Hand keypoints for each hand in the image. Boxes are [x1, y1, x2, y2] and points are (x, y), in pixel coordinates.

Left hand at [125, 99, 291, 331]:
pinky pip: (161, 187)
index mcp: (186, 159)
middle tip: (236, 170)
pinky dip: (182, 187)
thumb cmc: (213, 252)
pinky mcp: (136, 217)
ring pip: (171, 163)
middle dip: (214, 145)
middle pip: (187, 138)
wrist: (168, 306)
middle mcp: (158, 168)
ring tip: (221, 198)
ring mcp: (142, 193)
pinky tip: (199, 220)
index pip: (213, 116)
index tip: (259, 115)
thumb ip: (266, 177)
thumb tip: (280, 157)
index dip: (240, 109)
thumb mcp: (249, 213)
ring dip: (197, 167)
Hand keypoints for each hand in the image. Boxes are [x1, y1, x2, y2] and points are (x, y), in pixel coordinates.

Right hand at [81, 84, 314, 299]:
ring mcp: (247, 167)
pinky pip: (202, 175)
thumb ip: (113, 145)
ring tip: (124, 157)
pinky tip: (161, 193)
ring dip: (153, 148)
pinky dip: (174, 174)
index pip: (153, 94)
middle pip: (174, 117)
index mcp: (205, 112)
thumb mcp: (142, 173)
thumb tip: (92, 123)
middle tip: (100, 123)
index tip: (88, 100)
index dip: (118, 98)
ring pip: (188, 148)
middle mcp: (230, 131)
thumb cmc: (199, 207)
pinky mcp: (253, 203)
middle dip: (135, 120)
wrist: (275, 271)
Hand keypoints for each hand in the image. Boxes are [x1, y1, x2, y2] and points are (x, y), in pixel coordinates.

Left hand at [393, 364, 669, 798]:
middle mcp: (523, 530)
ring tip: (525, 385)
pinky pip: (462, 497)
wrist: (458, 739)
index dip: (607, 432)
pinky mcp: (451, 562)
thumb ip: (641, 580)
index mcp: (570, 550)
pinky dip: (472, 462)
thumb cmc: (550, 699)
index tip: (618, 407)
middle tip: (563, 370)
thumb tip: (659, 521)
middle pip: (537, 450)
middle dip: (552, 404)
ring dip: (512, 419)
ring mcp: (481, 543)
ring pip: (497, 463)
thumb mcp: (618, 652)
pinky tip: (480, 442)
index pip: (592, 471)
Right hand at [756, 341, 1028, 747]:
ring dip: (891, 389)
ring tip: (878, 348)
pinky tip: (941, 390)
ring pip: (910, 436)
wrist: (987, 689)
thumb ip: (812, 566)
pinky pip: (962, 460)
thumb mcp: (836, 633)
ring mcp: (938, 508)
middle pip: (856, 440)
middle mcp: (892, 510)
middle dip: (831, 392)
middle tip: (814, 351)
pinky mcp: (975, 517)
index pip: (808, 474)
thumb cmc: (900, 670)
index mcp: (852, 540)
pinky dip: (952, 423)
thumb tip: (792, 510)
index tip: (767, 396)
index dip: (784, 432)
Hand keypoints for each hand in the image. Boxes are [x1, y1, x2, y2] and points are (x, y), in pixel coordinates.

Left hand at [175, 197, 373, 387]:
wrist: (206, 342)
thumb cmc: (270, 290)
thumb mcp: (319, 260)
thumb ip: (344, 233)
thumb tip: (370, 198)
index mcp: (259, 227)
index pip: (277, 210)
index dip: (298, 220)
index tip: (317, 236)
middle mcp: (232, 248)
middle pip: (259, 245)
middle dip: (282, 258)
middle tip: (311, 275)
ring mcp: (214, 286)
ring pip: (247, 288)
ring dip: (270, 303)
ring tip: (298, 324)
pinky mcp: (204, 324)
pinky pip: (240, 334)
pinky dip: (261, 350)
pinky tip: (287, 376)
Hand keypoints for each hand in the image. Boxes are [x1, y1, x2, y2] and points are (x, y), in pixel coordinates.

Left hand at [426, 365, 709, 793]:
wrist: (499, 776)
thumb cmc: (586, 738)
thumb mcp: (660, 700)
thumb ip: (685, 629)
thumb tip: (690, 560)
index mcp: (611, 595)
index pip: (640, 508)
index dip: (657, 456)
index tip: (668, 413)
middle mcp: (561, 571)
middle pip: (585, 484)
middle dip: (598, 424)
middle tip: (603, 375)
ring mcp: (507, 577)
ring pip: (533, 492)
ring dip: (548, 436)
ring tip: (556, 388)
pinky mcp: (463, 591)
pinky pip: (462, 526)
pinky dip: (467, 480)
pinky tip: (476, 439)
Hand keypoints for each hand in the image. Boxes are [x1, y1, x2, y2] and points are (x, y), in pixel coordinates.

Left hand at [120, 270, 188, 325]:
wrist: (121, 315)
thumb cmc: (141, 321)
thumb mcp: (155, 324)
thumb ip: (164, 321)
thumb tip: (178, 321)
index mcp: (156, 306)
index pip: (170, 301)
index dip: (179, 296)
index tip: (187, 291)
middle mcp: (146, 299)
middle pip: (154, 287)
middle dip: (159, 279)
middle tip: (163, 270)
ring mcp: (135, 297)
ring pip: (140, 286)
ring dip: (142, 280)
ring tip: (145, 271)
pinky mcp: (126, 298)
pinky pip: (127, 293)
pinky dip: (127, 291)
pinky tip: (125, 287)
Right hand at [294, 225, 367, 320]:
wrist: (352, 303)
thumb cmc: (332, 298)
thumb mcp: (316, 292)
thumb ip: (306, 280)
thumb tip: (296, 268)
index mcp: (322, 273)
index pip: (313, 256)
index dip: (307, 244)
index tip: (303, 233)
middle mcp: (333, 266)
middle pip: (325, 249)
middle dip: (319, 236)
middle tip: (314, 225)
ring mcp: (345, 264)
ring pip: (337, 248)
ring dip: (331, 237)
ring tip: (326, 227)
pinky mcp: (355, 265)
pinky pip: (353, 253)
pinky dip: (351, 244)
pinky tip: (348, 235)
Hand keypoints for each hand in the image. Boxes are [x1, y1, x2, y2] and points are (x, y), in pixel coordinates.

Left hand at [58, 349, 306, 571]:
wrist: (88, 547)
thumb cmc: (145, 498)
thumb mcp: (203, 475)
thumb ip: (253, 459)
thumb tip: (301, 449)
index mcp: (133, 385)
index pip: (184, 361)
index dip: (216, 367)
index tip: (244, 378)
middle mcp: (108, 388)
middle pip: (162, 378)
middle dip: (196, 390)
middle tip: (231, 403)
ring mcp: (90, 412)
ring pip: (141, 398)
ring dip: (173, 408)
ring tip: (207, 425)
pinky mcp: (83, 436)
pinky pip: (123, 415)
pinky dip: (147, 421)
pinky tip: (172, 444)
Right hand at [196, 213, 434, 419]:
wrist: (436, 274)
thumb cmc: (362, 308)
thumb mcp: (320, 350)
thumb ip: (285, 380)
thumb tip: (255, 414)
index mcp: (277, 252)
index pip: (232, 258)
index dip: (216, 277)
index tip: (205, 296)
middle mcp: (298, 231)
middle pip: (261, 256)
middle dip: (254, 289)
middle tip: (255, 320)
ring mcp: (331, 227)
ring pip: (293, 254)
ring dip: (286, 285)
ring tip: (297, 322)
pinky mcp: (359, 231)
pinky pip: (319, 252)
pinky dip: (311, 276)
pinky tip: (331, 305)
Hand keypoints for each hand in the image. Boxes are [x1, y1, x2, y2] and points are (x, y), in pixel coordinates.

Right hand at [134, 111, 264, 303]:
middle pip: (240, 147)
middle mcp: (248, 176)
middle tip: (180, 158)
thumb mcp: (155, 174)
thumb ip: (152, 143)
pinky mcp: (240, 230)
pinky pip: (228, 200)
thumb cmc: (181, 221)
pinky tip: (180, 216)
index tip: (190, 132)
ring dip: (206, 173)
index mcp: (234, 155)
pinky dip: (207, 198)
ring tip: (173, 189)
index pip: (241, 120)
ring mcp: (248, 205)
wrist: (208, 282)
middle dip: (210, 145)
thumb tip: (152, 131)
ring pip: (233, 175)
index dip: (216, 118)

TASK
For this exercise, give the entries above again with no difference at all.

RESULT BELOW
Hand keypoints for each hand in the image. Boxes are [x1, y1, x2, y2] and points are (x, y), in pixel coordinates.

Left hand at [125, 99, 291, 331]:
pinky pip: (161, 187)
index mcp: (186, 159)
middle tip: (236, 170)
pinky dip: (182, 187)
thumb cmc: (213, 252)
pinky mcp: (136, 217)
ring pip: (171, 163)
middle dip: (214, 145)
middle pip: (187, 138)
wrist: (168, 306)
middle mcp: (158, 168)
ring tip: (221, 198)
ring mcp: (142, 193)
pinky tip: (199, 220)
index pip: (213, 116)
index tip: (259, 115)
thumb ip: (266, 177)
thumb tip: (280, 157)
index dip: (240, 109)
thumb mcp: (249, 213)
ring dip: (197, 167)
Hand keypoints for each hand in the image. Boxes are [x1, y1, x2, y2] and points are (x, y), in pixel coordinates.

Right hand at [81, 84, 314, 299]:
ring mcp: (247, 167)
pinky pip: (202, 175)
thumb ip: (113, 145)
ring tip: (124, 157)
pinky tip: (161, 193)
ring dip: (153, 148)
pinky dip: (174, 174)
index pip: (153, 94)
middle pip: (174, 117)
index mcp: (205, 112)
thumb mcp: (142, 173)
thumb tip: (92, 123)
middle tip: (100, 123)
index tip: (88, 100)
index dip: (118, 98)
ring pip: (188, 148)
middle mcp: (230, 131)
thumb cmc: (199, 207)
pinky mcp: (253, 203)
middle dip: (135, 120)
wrist: (275, 271)
Hand keypoints for each hand in the image. Boxes are [x1, y1, x2, y2] and points are (x, y), in pixel coordinates.

Left hand at [393, 364, 669, 798]:
middle mcp: (523, 530)
ring tip: (525, 385)
pinky pip: (462, 497)
wrist: (458, 739)
index dip: (607, 432)
pinky mcp: (451, 562)
thumb ip: (641, 580)
index mcp: (570, 550)
pinky dip: (472, 462)
thumb cmc: (550, 699)
index tip: (618, 407)
middle tip: (563, 370)
thumb tip: (659, 521)
middle pip: (537, 450)
middle dip: (552, 404)
ring dip: (512, 419)
ring mcp: (481, 543)
ring pip: (497, 463)
thumb mcp: (618, 652)
pinky tip: (480, 442)
index pip: (592, 471)
Right hand at [756, 341, 1028, 747]:
ring dip: (891, 389)
ring tip: (878, 348)
pinky tip: (941, 390)
ring pip: (910, 436)
wrist: (987, 689)
thumb ip: (812, 566)
pinky pip: (962, 460)
thumb mcp: (836, 633)
ring mcp: (938, 508)
middle pip: (856, 440)
middle mcp: (892, 510)
middle dip: (831, 392)
middle tip: (814, 351)
pinky mcp: (975, 517)
index pip: (808, 474)
thumb cmc: (900, 670)
index mcp: (852, 540)
pinky dip: (952, 423)
thumb tip: (792, 510)
index tip: (767, 396)
index dip: (784, 432)
Hand keypoints for each hand in the image. Boxes are [x1, y1, x2, y2] and points are (x, y), in pixel coordinates.

Left hand at [175, 197, 373, 387]:
wrist: (206, 342)
thumb cmc: (270, 290)
thumb mcp: (319, 260)
thumb ip: (344, 233)
thumb tip: (370, 198)
index mcp: (259, 227)
index pip: (277, 210)
index dip: (298, 220)
index tip: (317, 236)
middle mcp: (232, 248)
middle pip: (259, 245)
middle dip: (282, 258)
middle tip: (311, 275)
ring mcp: (214, 286)
ring pip: (247, 288)
ring dip: (270, 303)
ring tip: (298, 324)
pinky mcp: (204, 324)
pinky pip: (240, 334)
pinky dip: (261, 350)
pinky tip: (287, 376)
Hand keypoints for each hand in the image. Boxes are [x1, y1, x2, y2] and points are (x, y), in pixel coordinates.

Left hand at [426, 365, 709, 793]:
wrist: (499, 776)
thumb cmc: (586, 738)
thumb mcp: (660, 700)
thumb ip: (685, 629)
thumb tip: (690, 560)
index mcp: (611, 595)
index pip: (640, 508)
index dip: (657, 456)
index tip: (668, 413)
middle mcp: (561, 571)
middle pip: (585, 484)
middle dip: (598, 424)
middle tip: (603, 375)
ring mcp: (507, 577)
ring pip: (533, 492)
ring dip: (548, 436)
ring tip: (556, 388)
pinky mcp: (463, 591)
pinky pip: (462, 526)
pinky dip: (467, 480)
pinky tip: (476, 439)
Hand keypoints for each hand in the image. Boxes are [x1, y1, x2, y2] and points are (x, y), in pixel coordinates.

Left hand at [120, 270, 188, 325]:
wrist: (121, 315)
thumb cmc: (141, 321)
thumb mcp: (155, 324)
thumb ip: (164, 321)
thumb tip: (178, 321)
index mcp: (156, 306)
index pip: (170, 301)
index dip: (179, 296)
index tip: (187, 291)
middle mcp: (146, 299)
middle pip: (154, 287)
middle dip: (159, 279)
middle tip: (163, 270)
ring mcp: (135, 297)
ring pip: (140, 286)
ring dip: (142, 280)
ring tip: (145, 271)
pinky mcp: (126, 298)
pinky pip: (127, 293)
pinky dip: (127, 291)
pinky tip: (125, 287)
Right hand at [294, 225, 367, 320]:
wrist: (352, 303)
thumb cmc: (332, 298)
thumb mcp: (316, 292)
thumb ip: (306, 280)
thumb tip: (296, 268)
index mcp: (322, 273)
index pip: (313, 256)
index dip: (307, 244)
index tip: (303, 233)
middle mcp: (333, 266)
middle pip: (325, 249)
middle dip: (319, 236)
middle tip: (314, 225)
ring mcp: (345, 264)
ring pip: (337, 248)
ring dip: (331, 237)
ring tip: (326, 227)
pinky mcp: (355, 265)
pinky pip: (353, 253)
pinky dip: (351, 244)
pinky tip: (348, 235)
Hand keypoints for each hand in the image. Boxes are [x1, y1, x2, y2] and points are (x, y), in pixel coordinates.

Left hand at [58, 349, 306, 571]:
wrist: (88, 547)
thumb cmc: (145, 498)
thumb mcp: (203, 475)
thumb ip: (253, 459)
thumb tip: (301, 449)
index mcp: (133, 385)
index pip: (184, 361)
index dip: (216, 367)
index tip: (244, 378)
middle mcp: (108, 388)
middle pip: (162, 378)
middle dip: (196, 390)
middle tip: (231, 403)
ring mcp: (90, 412)
ring pip: (141, 398)
ring dip: (173, 408)
ring tip: (207, 425)
pinky mcp: (83, 436)
pinky pip: (123, 415)
pinky dip: (147, 421)
pinky tip: (172, 444)
Right hand at [196, 213, 434, 419]:
wrist: (436, 274)
thumb cmc: (362, 308)
thumb mcp: (320, 350)
thumb ip: (285, 380)
thumb tip: (255, 414)
index mcp: (277, 252)
index pip: (232, 258)
index dip: (216, 277)
index tip: (205, 296)
middle mcp: (298, 231)
middle pip: (261, 256)
middle dip: (254, 289)
middle tip: (255, 320)
ring mcp: (331, 227)
ring pip: (293, 254)
ring dip: (286, 285)
ring tip: (297, 322)
pinky mcp: (359, 231)
pinky pip: (319, 252)
pinky dip: (311, 276)
pinky tip: (331, 305)
Hand keypoints for each hand in the image. Boxes are [x1, y1, x2, y2] and points are (x, y), in pixel coordinates.

Right hand at [134, 111, 264, 303]:
middle pip: (240, 147)
middle mcp: (248, 176)
middle tip: (180, 158)
thumb mcp: (155, 174)
thumb ip: (152, 143)
pinky mcp: (240, 230)
pinky pip: (228, 200)
thumb cmc: (181, 221)
pinky tip: (180, 216)
index tip: (190, 132)
ring dip: (206, 173)
index mcp: (234, 155)
pinky dip: (207, 198)
ring tip: (173, 189)
index pip: (241, 120)
ring mcp: (248, 205)
wrist: (208, 282)
middle dip: (210, 145)
thumb tip: (152, 131)
ring pip: (233, 175)
index dip: (216, 118)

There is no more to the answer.